==== Provided data ====

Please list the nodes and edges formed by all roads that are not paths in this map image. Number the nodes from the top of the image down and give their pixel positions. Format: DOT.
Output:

====
==== Provided data ====

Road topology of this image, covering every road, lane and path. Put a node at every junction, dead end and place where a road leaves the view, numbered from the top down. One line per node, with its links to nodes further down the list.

====

- Work order: Return each line of the entries that holds the string "down".

- Response:
Please list the nodes and edges formed by all roads that are not paths in this map image. Number the nodes from the top of the image down and give their pixel positions. Format: DOT.
Road topology of this image, covering every road, lane and path. Put a node at every junction, dead end and place where a road leaves the view, numbered from the top down. One line per node, with its links to nodes further down the list.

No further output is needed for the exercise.